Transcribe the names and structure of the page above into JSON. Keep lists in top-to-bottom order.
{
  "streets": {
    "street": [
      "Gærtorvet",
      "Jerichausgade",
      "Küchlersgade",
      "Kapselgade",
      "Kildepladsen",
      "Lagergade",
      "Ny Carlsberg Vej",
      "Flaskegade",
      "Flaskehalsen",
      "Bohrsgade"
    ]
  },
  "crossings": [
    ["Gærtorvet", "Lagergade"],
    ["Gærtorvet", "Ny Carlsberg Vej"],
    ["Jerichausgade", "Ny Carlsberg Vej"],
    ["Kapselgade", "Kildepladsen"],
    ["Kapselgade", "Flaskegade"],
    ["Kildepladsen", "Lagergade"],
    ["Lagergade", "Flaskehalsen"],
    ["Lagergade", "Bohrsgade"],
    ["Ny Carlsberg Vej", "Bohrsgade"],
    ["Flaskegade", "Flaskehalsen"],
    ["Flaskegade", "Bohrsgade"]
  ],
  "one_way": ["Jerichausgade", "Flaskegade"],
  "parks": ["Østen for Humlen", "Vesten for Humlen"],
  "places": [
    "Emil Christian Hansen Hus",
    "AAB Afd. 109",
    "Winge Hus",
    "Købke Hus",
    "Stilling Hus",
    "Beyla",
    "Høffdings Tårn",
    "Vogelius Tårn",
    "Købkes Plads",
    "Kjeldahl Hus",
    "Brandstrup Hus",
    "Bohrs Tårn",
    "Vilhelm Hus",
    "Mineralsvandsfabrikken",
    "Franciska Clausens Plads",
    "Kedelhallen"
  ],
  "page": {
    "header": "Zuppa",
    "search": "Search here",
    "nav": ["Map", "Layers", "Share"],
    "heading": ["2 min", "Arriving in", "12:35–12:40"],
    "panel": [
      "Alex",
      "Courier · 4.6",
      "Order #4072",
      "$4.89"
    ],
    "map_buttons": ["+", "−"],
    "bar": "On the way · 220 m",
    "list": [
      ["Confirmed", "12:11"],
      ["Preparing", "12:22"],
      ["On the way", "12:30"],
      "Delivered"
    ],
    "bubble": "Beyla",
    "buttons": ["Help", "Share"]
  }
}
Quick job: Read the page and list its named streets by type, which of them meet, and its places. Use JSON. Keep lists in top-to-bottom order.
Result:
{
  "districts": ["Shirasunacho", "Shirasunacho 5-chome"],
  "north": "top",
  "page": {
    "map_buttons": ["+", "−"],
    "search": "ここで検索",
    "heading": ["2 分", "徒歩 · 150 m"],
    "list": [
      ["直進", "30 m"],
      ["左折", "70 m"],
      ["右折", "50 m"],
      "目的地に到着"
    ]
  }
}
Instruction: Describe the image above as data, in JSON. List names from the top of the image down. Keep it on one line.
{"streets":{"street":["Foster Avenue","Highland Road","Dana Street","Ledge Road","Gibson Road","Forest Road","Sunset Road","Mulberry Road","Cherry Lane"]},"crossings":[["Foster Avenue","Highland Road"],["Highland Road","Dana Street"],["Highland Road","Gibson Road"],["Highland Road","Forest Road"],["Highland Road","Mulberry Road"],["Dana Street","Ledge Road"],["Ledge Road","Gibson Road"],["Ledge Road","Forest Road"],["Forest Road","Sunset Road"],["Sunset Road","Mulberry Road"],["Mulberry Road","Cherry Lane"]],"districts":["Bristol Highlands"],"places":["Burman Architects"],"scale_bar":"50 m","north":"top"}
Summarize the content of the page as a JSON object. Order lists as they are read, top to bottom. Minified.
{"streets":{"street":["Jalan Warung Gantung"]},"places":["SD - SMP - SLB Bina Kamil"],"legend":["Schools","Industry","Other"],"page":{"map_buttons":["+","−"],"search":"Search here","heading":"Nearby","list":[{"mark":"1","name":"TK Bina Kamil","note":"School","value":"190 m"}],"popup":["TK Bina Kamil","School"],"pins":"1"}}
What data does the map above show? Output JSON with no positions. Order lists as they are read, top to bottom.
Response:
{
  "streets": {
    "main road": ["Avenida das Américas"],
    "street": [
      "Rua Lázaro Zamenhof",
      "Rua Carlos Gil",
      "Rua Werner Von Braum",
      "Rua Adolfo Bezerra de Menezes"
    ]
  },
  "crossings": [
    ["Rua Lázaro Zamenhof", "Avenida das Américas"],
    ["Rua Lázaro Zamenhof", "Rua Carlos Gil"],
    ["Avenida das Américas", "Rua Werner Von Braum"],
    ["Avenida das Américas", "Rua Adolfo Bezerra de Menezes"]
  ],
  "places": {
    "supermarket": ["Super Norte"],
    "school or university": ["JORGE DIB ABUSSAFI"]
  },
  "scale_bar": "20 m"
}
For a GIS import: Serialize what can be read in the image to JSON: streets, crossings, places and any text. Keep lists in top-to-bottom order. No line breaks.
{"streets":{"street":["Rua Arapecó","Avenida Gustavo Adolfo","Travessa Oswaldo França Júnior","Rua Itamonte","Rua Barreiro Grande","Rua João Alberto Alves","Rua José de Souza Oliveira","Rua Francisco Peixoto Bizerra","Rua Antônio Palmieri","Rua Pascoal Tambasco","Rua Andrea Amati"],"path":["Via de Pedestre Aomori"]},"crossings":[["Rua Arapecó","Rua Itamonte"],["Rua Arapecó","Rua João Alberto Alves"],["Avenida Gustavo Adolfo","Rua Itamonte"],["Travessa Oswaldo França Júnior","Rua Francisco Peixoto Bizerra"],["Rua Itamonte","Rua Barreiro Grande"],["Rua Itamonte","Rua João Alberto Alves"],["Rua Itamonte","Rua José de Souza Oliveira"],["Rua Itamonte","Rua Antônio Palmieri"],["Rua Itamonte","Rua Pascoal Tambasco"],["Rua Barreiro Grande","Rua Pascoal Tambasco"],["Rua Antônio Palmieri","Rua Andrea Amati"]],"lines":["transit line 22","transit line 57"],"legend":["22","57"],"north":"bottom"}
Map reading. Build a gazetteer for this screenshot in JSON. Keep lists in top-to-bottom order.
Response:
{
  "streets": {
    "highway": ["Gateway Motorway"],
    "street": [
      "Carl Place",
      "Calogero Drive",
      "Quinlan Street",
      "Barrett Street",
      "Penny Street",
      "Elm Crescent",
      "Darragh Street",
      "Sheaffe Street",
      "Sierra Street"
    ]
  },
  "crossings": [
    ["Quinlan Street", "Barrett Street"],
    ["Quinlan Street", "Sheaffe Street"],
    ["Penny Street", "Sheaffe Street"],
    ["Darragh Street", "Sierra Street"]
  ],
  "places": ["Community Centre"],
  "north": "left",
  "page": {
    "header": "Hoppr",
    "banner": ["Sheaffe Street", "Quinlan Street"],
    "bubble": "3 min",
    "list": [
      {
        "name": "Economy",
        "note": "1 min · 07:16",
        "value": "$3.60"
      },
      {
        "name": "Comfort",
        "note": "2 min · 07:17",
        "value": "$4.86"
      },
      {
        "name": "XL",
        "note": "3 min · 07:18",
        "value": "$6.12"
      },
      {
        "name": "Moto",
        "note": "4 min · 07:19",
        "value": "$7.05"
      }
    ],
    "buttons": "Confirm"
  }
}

# # #

▶ _EXERCISE AIM_:
Please quote every record above exactly as it appears.

▶ _RESULT OF THIS EXERCISE_:
Transcribe the names and structure of the page above into JSON. Keep lists in top-to-bottom order.
{
  "streets": {
    "street": [
      "Gærtorvet",
      "Jerichausgade",
      "Küchlersgade",
      "Kapselgade",
      "Kildepladsen",
      "Lagergade",
      "Ny Carlsberg Vej",
      "Flaskegade",
      "Flaskehalsen",
      "Bohrsgade"
    ]
  },
  "crossings": [
    ["Gærtorvet", "Lagergade"],
    ["Gærtorvet", "Ny Carlsberg Vej"],
    ["Jerichausgade", "Ny Carlsberg Vej"],
    ["Kapselgade", "Kildepladsen"],
    ["Kapselgade", "Flaskegade"],
    ["Kildepladsen", "Lagergade"],
    ["Lagergade", "Flaskehalsen"],
    ["Lagergade", "Bohrsgade"],
    ["Ny Carlsberg Vej", "Bohrsgade"],
    ["Flaskegade", "Flaskehalsen"],
    ["Flaskegade", "Bohrsgade"]
  ],
  "one_way": ["Jerichausgade", "Flaskegade"],
  "parks": ["Østen for Humlen", "Vesten for Humlen"],
  "places": [
    "Emil Christian Hansen Hus",
    "AAB Afd. 109",
    "Winge Hus",
    "Købke Hus",
    "Stilling Hus",
    "Beyla",
    "Høffdings Tårn",
    "Vogelius Tårn",
    "Købkes Plads",
    "Kjeldahl Hus",
    "Brandstrup Hus",
    "Bohrs Tårn",
    "Vilhelm Hus",
    "Mineralsvandsfabrikken",
    "Franciska Clausens Plads",
    "Kedelhallen"
  ],
  "page": {
    "header": "Zuppa",
    "search": "Search here",
    "nav": ["Map", "Layers", "Share"],
    "heading": ["2 min", "Arriving in", "12:35–12:40"],
    "panel": [
      "Alex",
      "Courier · 4.6",
      "Order #4072",
      "$4.89"
    ],
    "map_buttons": ["+", "−"],
    "bar": "On the way · 220 m",
    "list": [
      ["Confirmed", "12:11"],
      ["Preparing", "12:22"],
      ["On the way", "12:30"],
      "Delivered"
    ],
    "bubble": "Beyla",
    "buttons": ["Help", "Share"]
  }
}
Quick job: Read the page and list its named streets by type, which of them meet, and its places. Use JSON. Keep lists in top-to-bottom order.
Result:
{
  "districts": ["Shirasunacho", "Shirasunacho 5-chome"],
  "north": "top",
  "page": {
    "map_buttons": ["+", "−"],
    "search": "ここで検索",
    "heading": ["2 分", "徒歩 · 150 m"],
    "list": [
      ["直進", "30 m"],
      ["左折", "70 m"],
      ["右折", "50 m"],
      "目的地に到着"
    ]
  }
}
Instruction: Describe the image above as data, in JSON. List names from the top of the image down. Keep it on one line.
{"streets":{"street":["Foster Avenue","Highland Road","Dana Street","Ledge Road","Gibson Road","Forest Road","Sunset Road","Mulberry Road","Cherry Lane"]},"crossings":[["Foster Avenue","Highland Road"],["Highland Road","Dana Street"],["Highland Road","Gibson Road"],["Highland Road","Forest Road"],["Highland Road","Mulberry Road"],["Dana Street","Ledge Road"],["Ledge Road","Gibson Road"],["Ledge Road","Forest Road"],["Forest Road","Sunset Road"],["Sunset Road","Mulberry Road"],["Mulberry Road","Cherry Lane"]],"districts":["Bristol Highlands"],"places":["Burman Architects"],"scale_bar":"50 m","north":"top"}
Summarize the content of the page as a JSON object. Order lists as they are read, top to bottom. Minified.
{"streets":{"street":["Jalan Warung Gantung"]},"places":["SD - SMP - SLB Bina Kamil"],"legend":["Schools","Industry","Other"],"page":{"map_buttons":["+","−"],"search":"Search here","heading":"Nearby","list":[{"mark":"1","name":"TK Bina Kamil","note":"School","value":"190 m"}],"popup":["TK Bina Kamil","School"],"pins":"1"}}
What data does the map above show? Output JSON with no positions. Order lists as they are read, top to bottom.
Response:
{
  "streets": {
    "main road": ["Avenida das Américas"],
    "street": [
      "Rua Lázaro Zamenhof",
      "Rua Carlos Gil",
      "Rua Werner Von Braum",
      "Rua Adolfo Bezerra de Menezes"
    ]
  },
  "crossings": [
    ["Rua Lázaro Zamenhof", "Avenida das Américas"],
    ["Rua Lázaro Zamenhof", "Rua Carlos Gil"],
    ["Avenida das Américas", "Rua Werner Von Braum"],
    ["Avenida das Américas", "Rua Adolfo Bezerra de Menezes"]
  ],
  "places": {
    "supermarket": ["Super Norte"],
    "school or university": ["JORGE DIB ABUSSAFI"]
  },
  "scale_bar": "20 m"
}
For a GIS import: Serialize what can be read in the image to JSON: streets, crossings, places and any text. Keep lists in top-to-bottom order. No line breaks.
{"streets":{"street":["Rua Arapecó","Avenida Gustavo Adolfo","Travessa Oswaldo França Júnior","Rua Itamonte","Rua Barreiro Grande","Rua João Alberto Alves","Rua José de Souza Oliveira","Rua Francisco Peixoto Bizerra","Rua Antônio Palmieri","Rua Pascoal Tambasco","Rua Andrea Amati"],"path":["Via de Pedestre Aomori"]},"crossings":[["Rua Arapecó","Rua Itamonte"],["Rua Arapecó","Rua João Alberto Alves"],["Avenida Gustavo Adolfo","Rua Itamonte"],["Travessa Oswaldo França Júnior","Rua Francisco Peixoto Bizerra"],["Rua Itamonte","Rua Barreiro Grande"],["Rua Itamonte","Rua João Alberto Alves"],["Rua Itamonte","Rua José de Souza Oliveira"],["Rua Itamonte","Rua Antônio Palmieri"],["Rua Itamonte","Rua Pascoal Tambasco"],["Rua Barreiro Grande","Rua Pascoal Tambasco"],["Rua Antônio Palmieri","Rua Andrea Amati"]],"lines":["transit line 22","transit line 57"],"legend":["22","57"],"north":"bottom"}
Map reading. Build a gazetteer for this screenshot in JSON. Keep lists in top-to-bottom order.
Response:
{
  "streets": {
    "highway": ["Gateway Motorway"],
    "street": [
      "Carl Place",
      "Calogero Drive",
      "Quinlan Street",
      "Barrett Street",
      "Penny Street",
      "Elm Crescent",
      "Darragh Street",
      "Sheaffe Street",
      "Sierra Street"
    ]
  },
  "crossings": [
    ["Quinlan Street", "Barrett Street"],
    ["Quinlan Street", "Sheaffe Street"],
    ["Penny Street", "Sheaffe Street"],
    ["Darragh Street", "Sierra Street"]
  ],
  "places": ["Community Centre"],
  "north": "left",
  "page": {
    "header": "Hoppr",
    "banner": ["Sheaffe Street", "Quinlan Street"],
    "bubble": "3 min",
    "list": [
      {
        "name": "Economy",
        "note": "1 min · 07:16",
        "value": "$3.60"
      },
      {
        "name": "Comfort",
        "note": "2 min · 07:17",
        "value": "$4.86"
      },
      {
        "name": "XL",
        "note": "3 min · 07:18",
        "value": "$6.12"
      },
      {
        "name": "Moto",
        "note": "4 min · 07:19",
        "value": "$7.05"
      }
    ],
    "buttons": "Confirm"
  }
}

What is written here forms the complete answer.